As campus began to stir with Halloween festivities on Oct. 29, many students found themselves packed into White Hall 111. Audience members spilled onto the stairs in the aisles, some wearing Halloween costumes. Students had gathered to watch a comedy improv show by their peers.

Rathskellar Improv, Emory’s only improv comedy troupe, took the stage for the first time since adding four new cast members: Ashani Sharma (23C), Jared Block (24C), Alex Banul (24C) and Talia Mesnik (25C).

The night began with an opening game called “Tinder,” led by the troupe’s president Brooke Daly (22C), in which cast members took turns playing characters related to words suggested by the audience.

Daly said the troupe kicks off each show with these kinds of openers, which are designed to warm up the crowd. “Tinder” served as an effective way to enliven the high-spirited audience, who had no shortage of Halloween-themed word suggestions for the first game.

Ashani Sharma (23C), a recent transfer student, is an animated addition to Rathskellar Improv. (Oli Turner/The Emory Wheel)

The cast took the stage following word suggestions from the audience like, “Cowboy! Pumpkin! Fruits! Baked goods! Teletubbies! Cats! Romantic!” with Treasurer Ruth Korder (23C) playing the role of the distressed Tinder user “swiping” through each cast member’s portrayal of a Tinder profile.

Daly said she noticed increased audience participation during this performance compared to past shows, including a recent show in September, which she attributed to the upcoming holiday: Halloween-themed suggestions flowed freely.

As for the cast itself, Daly said the troupe had “good energy” on stage, and despite some nerves, excitement won over.

“It’s our first show, and everyone was excited,” Daly said.

Through the duration of the show, the more experienced cast members — Daly, Korder, High Priestess Haley Ornstein (22B) and Social Chair Noah Gentry (23B) — demonstrated talent and leadership within the troupe. However, some of the newer members admitted to feeling some nerves leading up to the show.

“I was getting more and more nervous the weeks coming up because we started realizing a lot more of the skills and things you need to watch out for in an improv scene,” Banul said. “But then when we did the full run through … I felt really natural.” 

Banul played the host in the troupe’s next game, “Party Quirks,” with the rest of the new cast members. The audience supplied the type of party and gave each “guest” a quirk. Quirks were kept secret from Banul, who would attempt to guess each trait later in the game.

The scene unfolded on stage, to the amusement of the audience: a chaotic pasta party in which Block could speak only in alliterations, Sharma did frequent pushups mid-sentence and Mesnik channeled the persona of John Cena.
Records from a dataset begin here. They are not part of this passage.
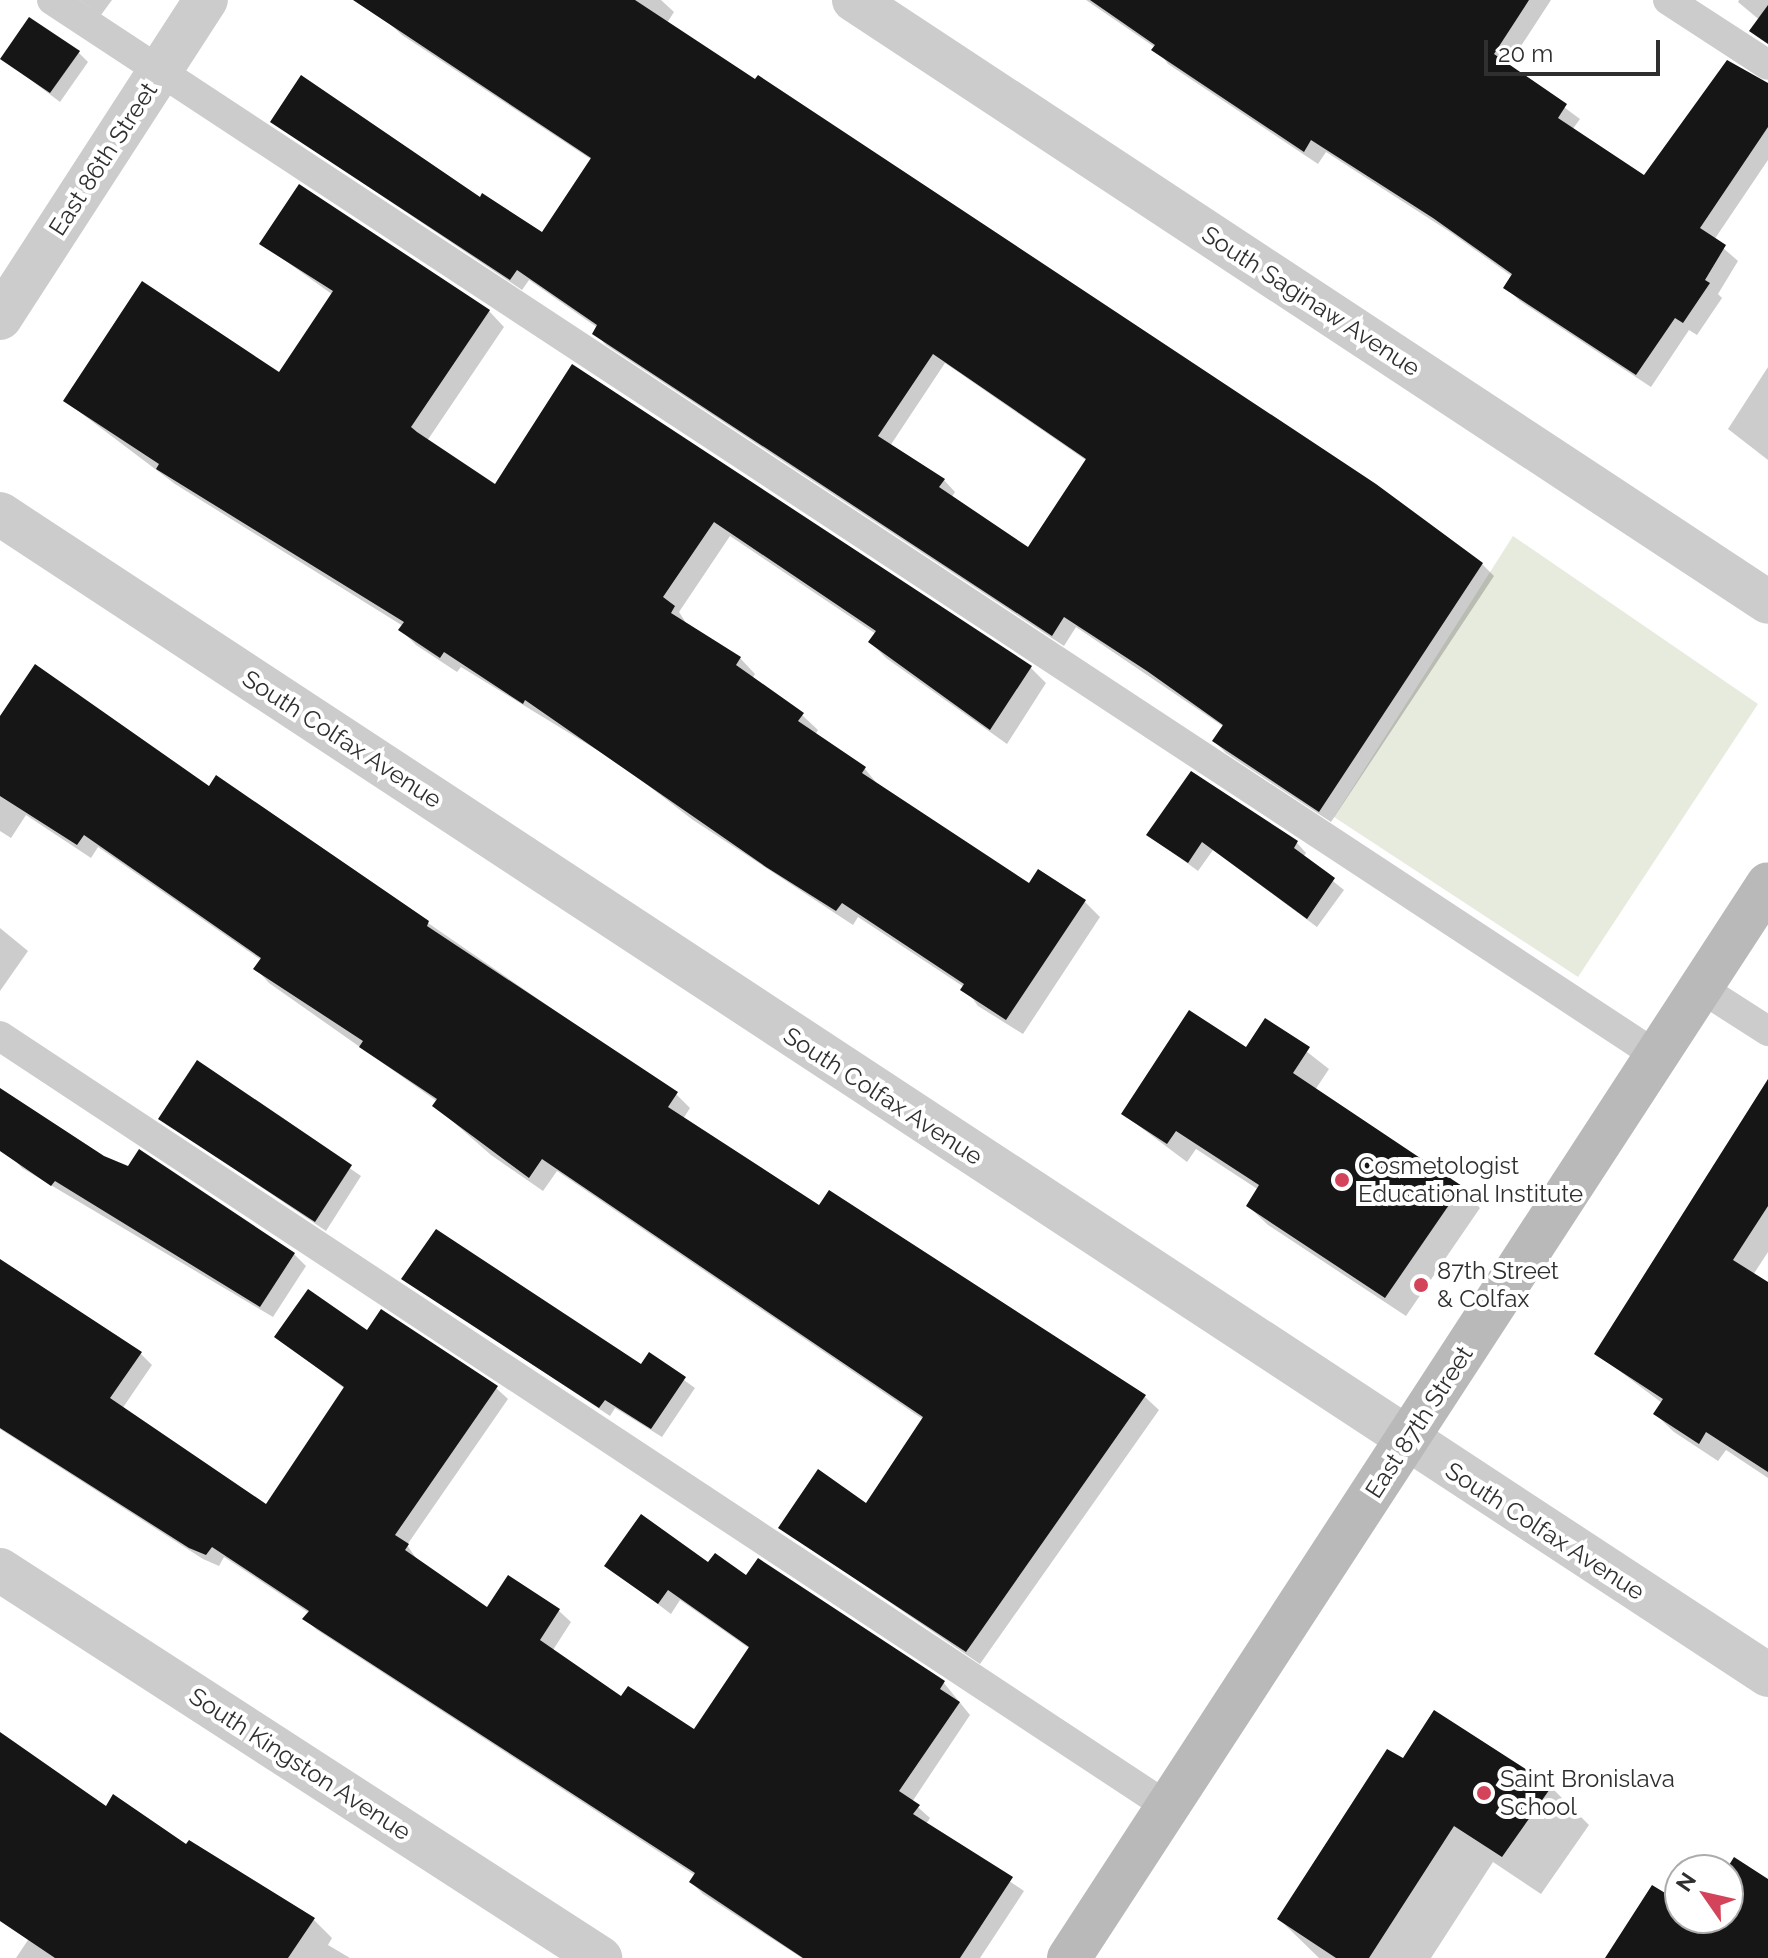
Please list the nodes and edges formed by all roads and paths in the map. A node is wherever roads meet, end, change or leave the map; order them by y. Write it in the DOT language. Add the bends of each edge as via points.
graph roads {
  1 [pos="52,0"];
  2 [pos="206,0"];
  3 [pos="854,0"];
  4 [pos="1668,0"];
  5 [pos="1768,65"];
  6 [pos="160,71"];
  7 [pos="0,318"];
  8 [pos="0,514"];
  9 [pos="1768,602"];
  10 [pos="1768,884"];
  11 [pos="1701,988"];
  12 [pos="1768,1031"];
  13 [pos="0,1036"];
  14 [pos="1657,1056"];
  15 [pos="1406,1442"];
  16 [pos="0,1570"];
  17 [pos="1768,1675"];
  18 [pos="1168,1807"];
  19 [pos="1071,1957"];
  20 [pos="600,1958"];
  1 -- 6 [label="lane"];
  2 -- 6 [label="street, East 86th Street"];
  3 -- 9 [label="street, South Saginaw Avenue"];
  4 -- 5 [label="lane"];
  6 -- 7 [label="street, East 86th Street"];
  6 -- 14 [label="lane"];
  8 -- 15 [label="street, South Colfax Avenue"];
  10 -- 11 [label="main road, East 87th Street"];
  11 -- 12 [label="lane"];
  11 -- 14 [label="main road, East 87th Street"];
  13 -- 18 [label="lane"];
  14 -- 15 [label="main road, East 87th Street"];
  15 -- 17 [label="street, South Colfax Avenue"];
  15 -- 18 [label="main road, East 87th Street"];
  16 -- 20 [label="street, South Kingston Avenue"];
  18 -- 19 [label="main road, East 87th Street"];
}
Banul appealed to the sensibilities of a college audience with a quip about studying abroad in Italy. Sharma maintained high energy and comedic vocal inflection while doing pushups. Block’s alliteration and Mesnik’s witty one-liners garnered hearty laughter from the audience. 

Even within the group of new cast members, the troupe’s chemistry was natural, and an entertaining banter was established in each game. Daly said the troupe looks for chemistry in the audition process because exchanges between cast members are important for improv.

“When we’re playing games with people, we really interact with each other really well, and then outside of scenes, too,” Daly said. “I think the group dynamic is just really perfect.”

Sharma, a recent transfer student, said she decided to audition for Rathskellar on a whim because she had never done improv before.

“The group has been so welcoming, and it’s been an experience of learning and growing for everyone there,” Sharma said.

The remaining short-form games, “News Caster,” “Superheroes” and “It Takes a Village,” demonstrated an ease, creativity and spontaneous wit that could only come from practice, dedication and passion. 

Through Rathskellar’s skillful production, a usually-dull lecture hall was brought to life. Emory students got to experience the gift of laughter, comedy and lightness after a prolonged midterm exam period. Needless to say, it was an uplifting display of school spirit.

“There’s a really great, alive crowd, and that makes doing the improv that much more fun,” Banul said.

The troupe’s next show will take place on Nov. 17 in White Hall 111.